Bob Rochelle, logistics market specialist/area sales manager at Güdel in Ann Arbor, Michigan, will be giving a presentation on getting started with robotics on April 3 from 8 am to 11 am at Automate 2017 in Chicago.
Rochelle received his bachelor’s and master’s degree in engineering from Virginia Tech; his industrial-automation career spans more than 30 years, in which he’s held positions in engineering, sales, general management and consulting. Rochelle is a veteran speaker for industry groups, has taught engineering at the university and community-college level, and he led a committee writing the first sanitation standard for industrial robots in the food processing industry. Rochelle is a past member of the Robotic Industries Association (RIA, www.robotics.org) board of directors. Contact him at [email protected].

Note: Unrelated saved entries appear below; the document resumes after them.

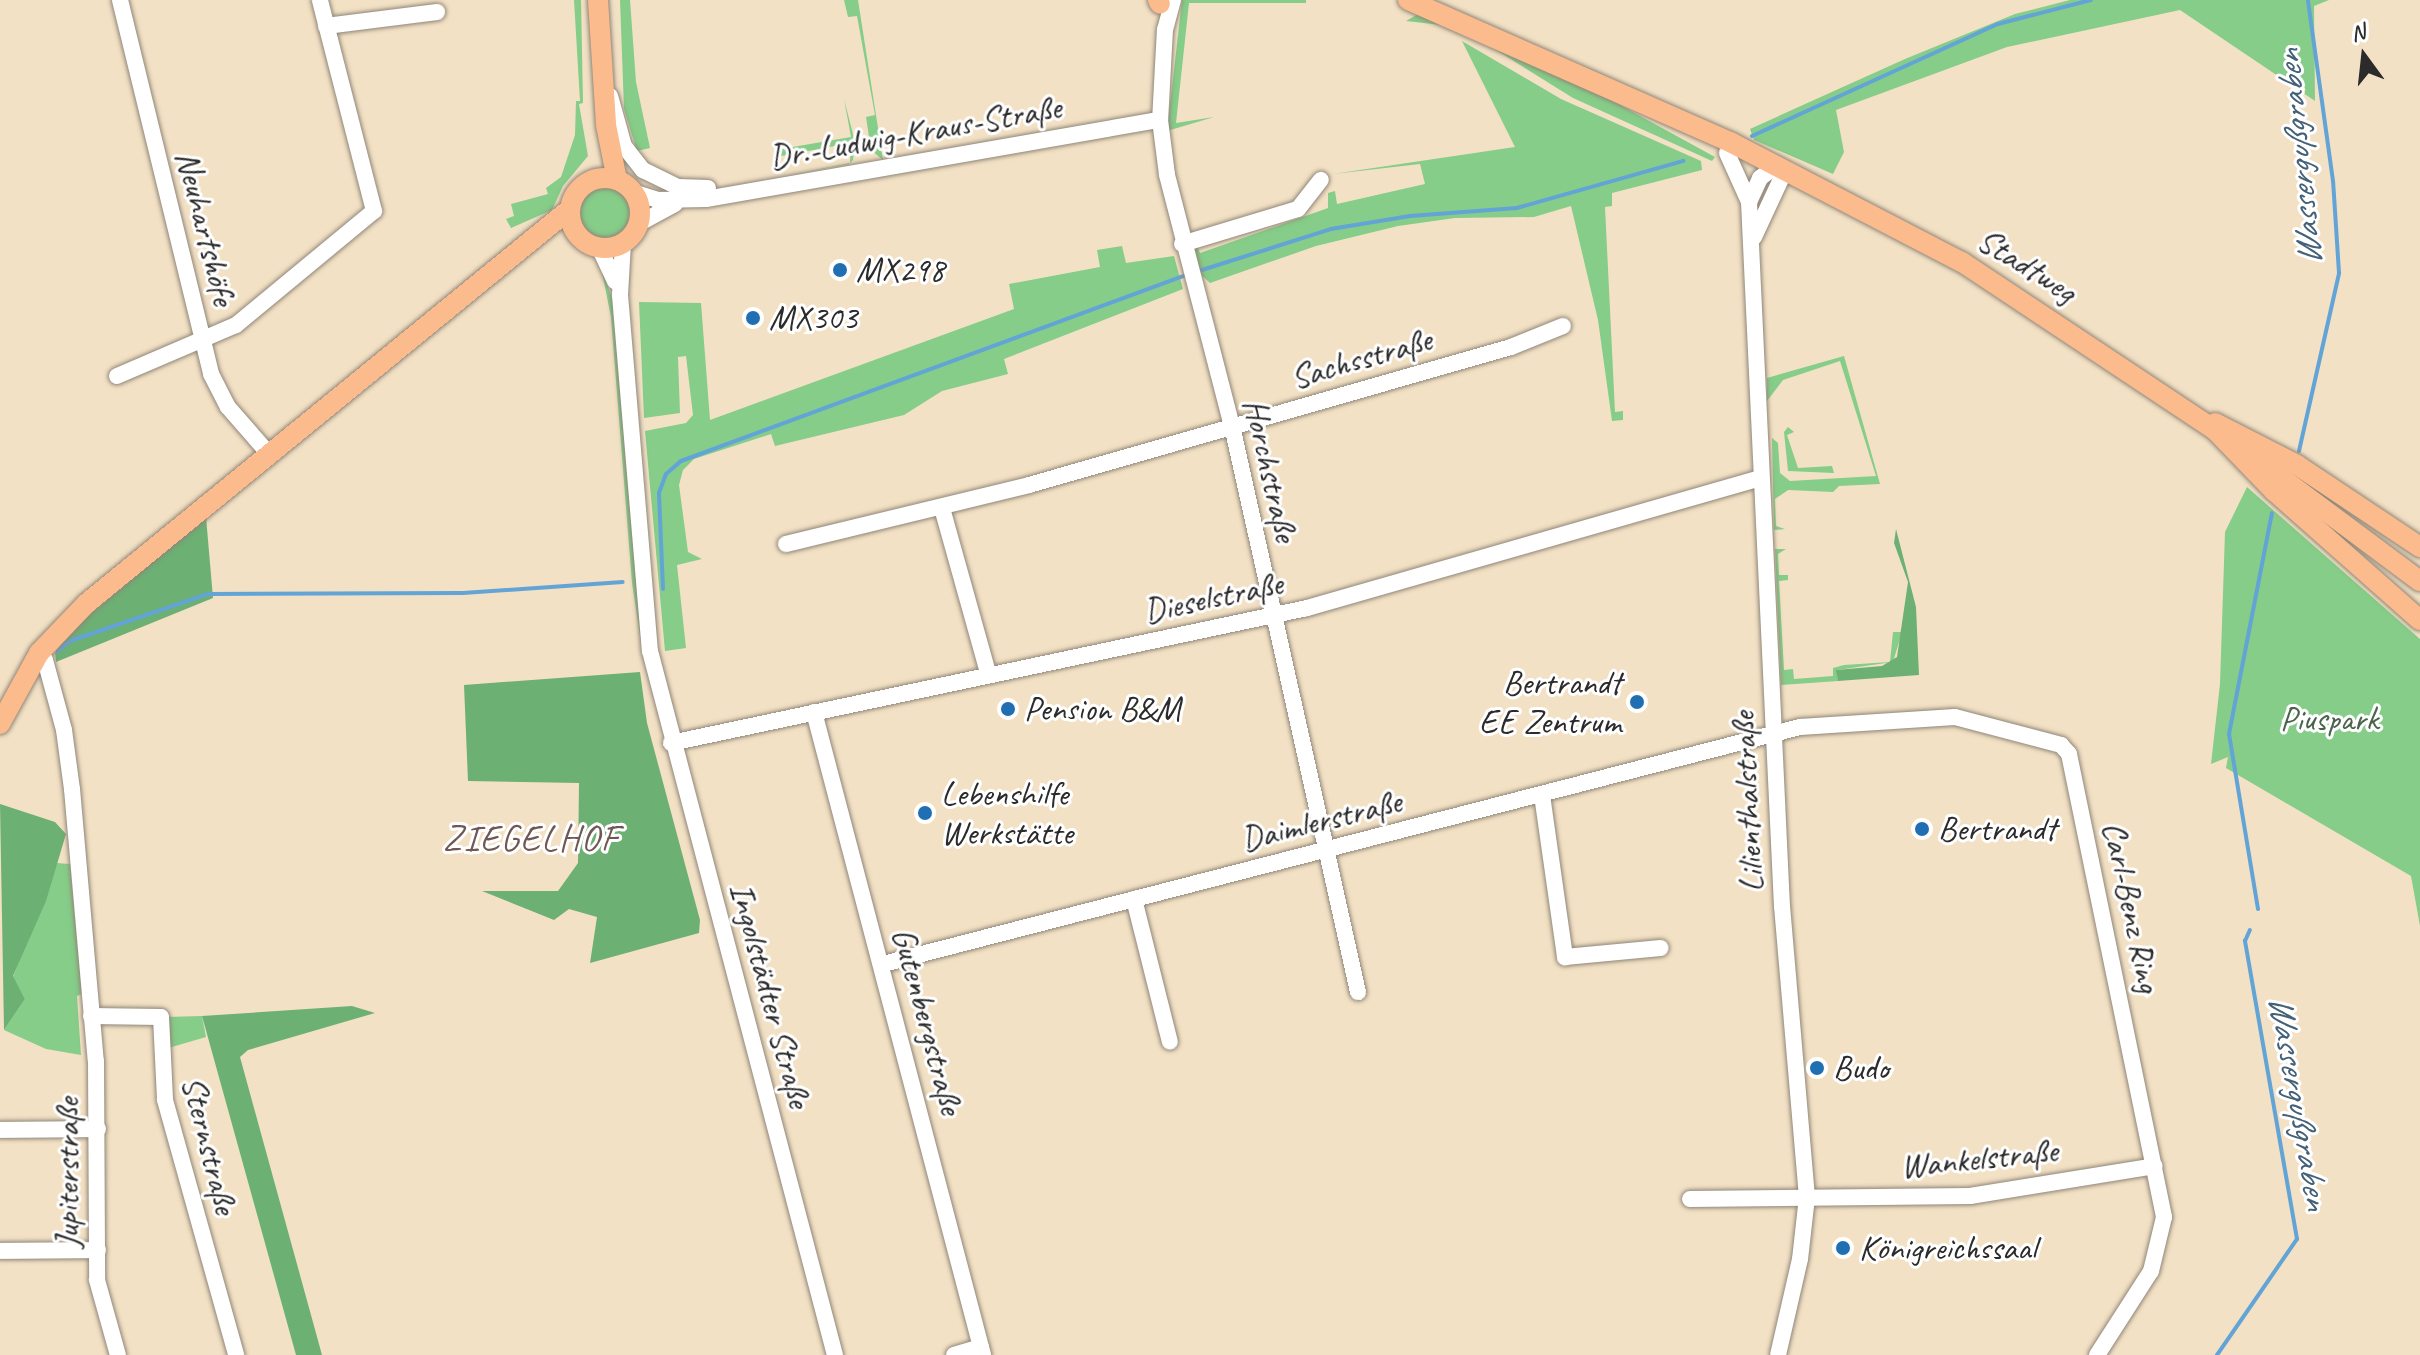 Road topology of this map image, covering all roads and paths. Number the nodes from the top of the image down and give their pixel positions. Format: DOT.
graph roads {
  1 [pos="120,0"];
  2 [pos="320,0"];
  3 [pos="598,0"];
  4 [pos="1408,0"];
  5 [pos="1163,1"];
  6 [pos="437,12"];
  7 [pos="326,26"];
  8 [pos="604,85"];
  9 [pos="1668,118"];
  10 [pos="1160,120"];
  11 [pos="606,125"];
  12 [pos="1727,153"];
  13 [pos="1773,172"];
  14 [pos="592,180"];
  15 [pos="1321,180"];
  16 [pos="625,186"];
  17 [pos="1814,188"];
  18 [pos="753,191"];
  19 [pos="680,201"];
  20 [pos="1749,202"];
  21 [pos="570,209"];
  22 [pos="638,224"];
  23 [pos="577,233"];
  24 [pos="1752,242"];
  25 [pos="623,243"];
  26 [pos="1182,244"];
  27 [pos="599,247"];
  28 [pos="516,257"];
  29 [pos="620,295"];
  30 [pos="1563,326"];
  31 [pos="202,342"];
  32 [pos="117,376"];
  33 [pos="2186,409"];
  34 [pos="1232,426"];
  35 [pos="2215,430"];
  36 [pos="269,454"];
  37 [pos="1761,478"];
  38 [pos="942,508"];
  39 [pos="786,544"];
  40 [pos="2420,547"];
  41 [pos="2420,581"];
  42 [pos="1273,615"];
  43 [pos="2420,620"];
  44 [pos="39,653"];
  45 [pos="988,673"];
  46 [pos="814,712"];
  47 [pos="0,724"];
  48 [pos="1774,733"];
  49 [pos="671,743"];
  50 [pos="1542,795"];
  51 [pos="1323,851"];
  52 [pos="1134,899"];
  53 [pos="1661,948"];
  54 [pos="883,964"];
  55 [pos="1358,992"];
  56 [pos="91,1016"];
  57 [pos="1170,1042"];
  58 [pos="98,1129"];
  59 [pos="0,1130"];
  60 [pos="2155,1166"];
  61 [pos="1807,1197"];
  62 [pos="1690,1199"];
  63 [pos="98,1250"];
  64 [pos="0,1251"];
  65 [pos="982,1351"];
  66 [pos="118,1355"];
  67 [pos="236,1355"];
  68 [pos="835,1355"];
  69 [pos="954,1355"];
  70 [pos="1778,1355"];
  71 [pos="2097,1355"];
  1 -- 31 [label="street, Neuhartshöfe"];
  2 -- 7 [label="street"];
  3 -- 8 [label="main road"];
  4 -- 9 [label="main road, Stadtweg"];
  5 -- 10 [label="street, Horchstraße"];
  6 -- 7 [label="street"];
  7 -- 31 [label="street"];
  8 -- 11 [label="main road"];
  8 -- 18 [label="street"];
  9 -- 12 [label="main road, Stadtweg"];
  9 -- 13 [label="main road, Stadtweg"];
  10 -- 18 [label="street, Dr.-Ludwig-Kraus-Straße"];
  10 -- 26 [label="street, Horchstraße"];
  11 -- 14 [label="main road"];
  11 -- 16 [label="main road"];
  12 -- 13 [label="main road, Stadtweg"];
  12 -- 20 [label="street, Lilienthalstraße"];
  13 -- 17 [label="main road, Stadtweg"];
  13 -- 17 [label="street"];
  13 -- 20 [label="street"];
  13 -- 24 [label="street, Lilienthalstraße"];
  14 -- 16 [label="main road"];
  14 -- 21 [label="main road"];
  15 -- 26 [label="street"];
  16 -- 19 [label="street, Dr.-Ludwig-Kraus-Straße"];
  16 -- 22 [label="main road"];
  17 -- 33 [label="main road, Stadtweg"];
  18 -- 19 [label="street, Dr.-Ludwig-Kraus-Straße"];
  19 -- 22 [label="street, Dr.-Ludwig-Kraus-Straße"];
  20 -- 24 [label="street, Lilienthalstraße"];
  21 -- 23 [label="main road"];
  21 -- 28 [label="main road"];
  22 -- 25 [label="main road"];
  23 -- 27 [label="main road"];
  23 -- 28 [label="main road"];
  24 -- 37 [label="street, Lilienthalstraße"];
  25 -- 27 [label="main road"];
  25 -- 29 [label="street"];
  26 -- 34 [label="street, Horchstraße"];
  27 -- 29 [label="street"];
  28 -- 36 [label="main road"];
  29 -- 49 [label="street, Ingolstädter Straße"];
  30 -- 34 [label="street, Sachsstraße"];
  31 -- 32 [label="street"];
  31 -- 36 [label="street, Neuhartshöfe"];
  33 -- 35 [label="main road"];
  33 -- 40 [label="main road"];
  34 -- 38 [label="street, Sachsstraße"];
  34 -- 42 [label="street, Horchstraße"];
  35 -- 41 [label="main road"];
  35 -- 43 [label="main road"];
  36 -- 44 [label="main road"];
  37 -- 42 [label="street, Dieselstraße"];
  37 -- 48 [label="street, Lilienthalstraße"];
  38 -- 39 [label="street, Sachsstraße"];
  38 -- 45 [label="street"];
  42 -- 45 [label="street, Dieselstraße"];
  42 -- 51 [label="street, Horchstraße"];
  44 -- 47 [label="main road"];
  44 -- 56 [label="street, Jupiterstraße"];
  45 -- 46 [label="street, Dieselstraße"];
  46 -- 49 [label="street, Dieselstraße"];
  46 -- 54 [label="street, Gutenbergstraße"];
  48 -- 50 [label="street, Daimlerstraße"];
  48 -- 60 [label="street, Carl-Benz Ring"];
  48 -- 61 [label="street, Lilienthalstraße"];
  49 -- 68 [label="street, Ingolstädter Straße"];
  50 -- 51 [label="street, Daimlerstraße"];
  50 -- 53 [label="street"];
  51 -- 52 [label="street, Daimlerstraße"];
  51 -- 55 [label="street, Horchstraße"];
  52 -- 54 [label="street, Daimlerstraße"];
  52 -- 57 [label="street"];
  54 -- 65 [label="street, Gutenbergstraße"];
  56 -- 58 [label="street, Jupiterstraße"];
  56 -- 67 [label="street, Sternstraße"];
  58 -- 59 [label="street"];
  58 -- 63 [label="street, Jupiterstraße"];
  60 -- 61 [label="street, Wankelstraße"];
  60 -- 71 [label="street, Carl-Benz Ring"];
  61 -- 62 [label="street, Wankelstraße"];
  61 -- 70 [label="street, Lilienthalstraße"];
  63 -- 64 [label="street"];
  63 -- 66 [label="street, Jupiterstraße"];
  65 -- 69 [label="street, Gutenbergstraße"];
}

When you decide to look at automation to increase efficiency, increase production rates, improve consistency and reduce the number of non-value-added tasks that your labor performs, it would be wise to consider robot-based automation. Robots have limitations but where applicable they can pay rich dividends when properly deployed. Robotics industry professionals will be happy to guide you in this process and will not make the mistake of trying to apply this technology where it does not fit.
So, how do you get started with robotics? First, have a robot industry veteran evaluate your processes and look for tasks that are dangerous to the human performing them, boring or repetitive tasks, heavy tasks that require excessive exertion or lifting that requires more than one person to perform, high-speed manual moves and tasks that do not require human thought to make a decision (Figure 1).
Applications exist in your processes. Some can be performed with a standard robot-based automation system, and others may require the design of a system with some level of customization (Figure 2). For example, if the process identified is welding, there are a number of commercially available robot welding systems that are mature designs and may fit your application perfectly. Using one of these standard systems avoids the cost of custom design. And by custom we do not mean 100% ground-up design. Most often automation systems are created by combining readily available peripheral equipment, and the customization is only to fit it to your production process and plant requirements.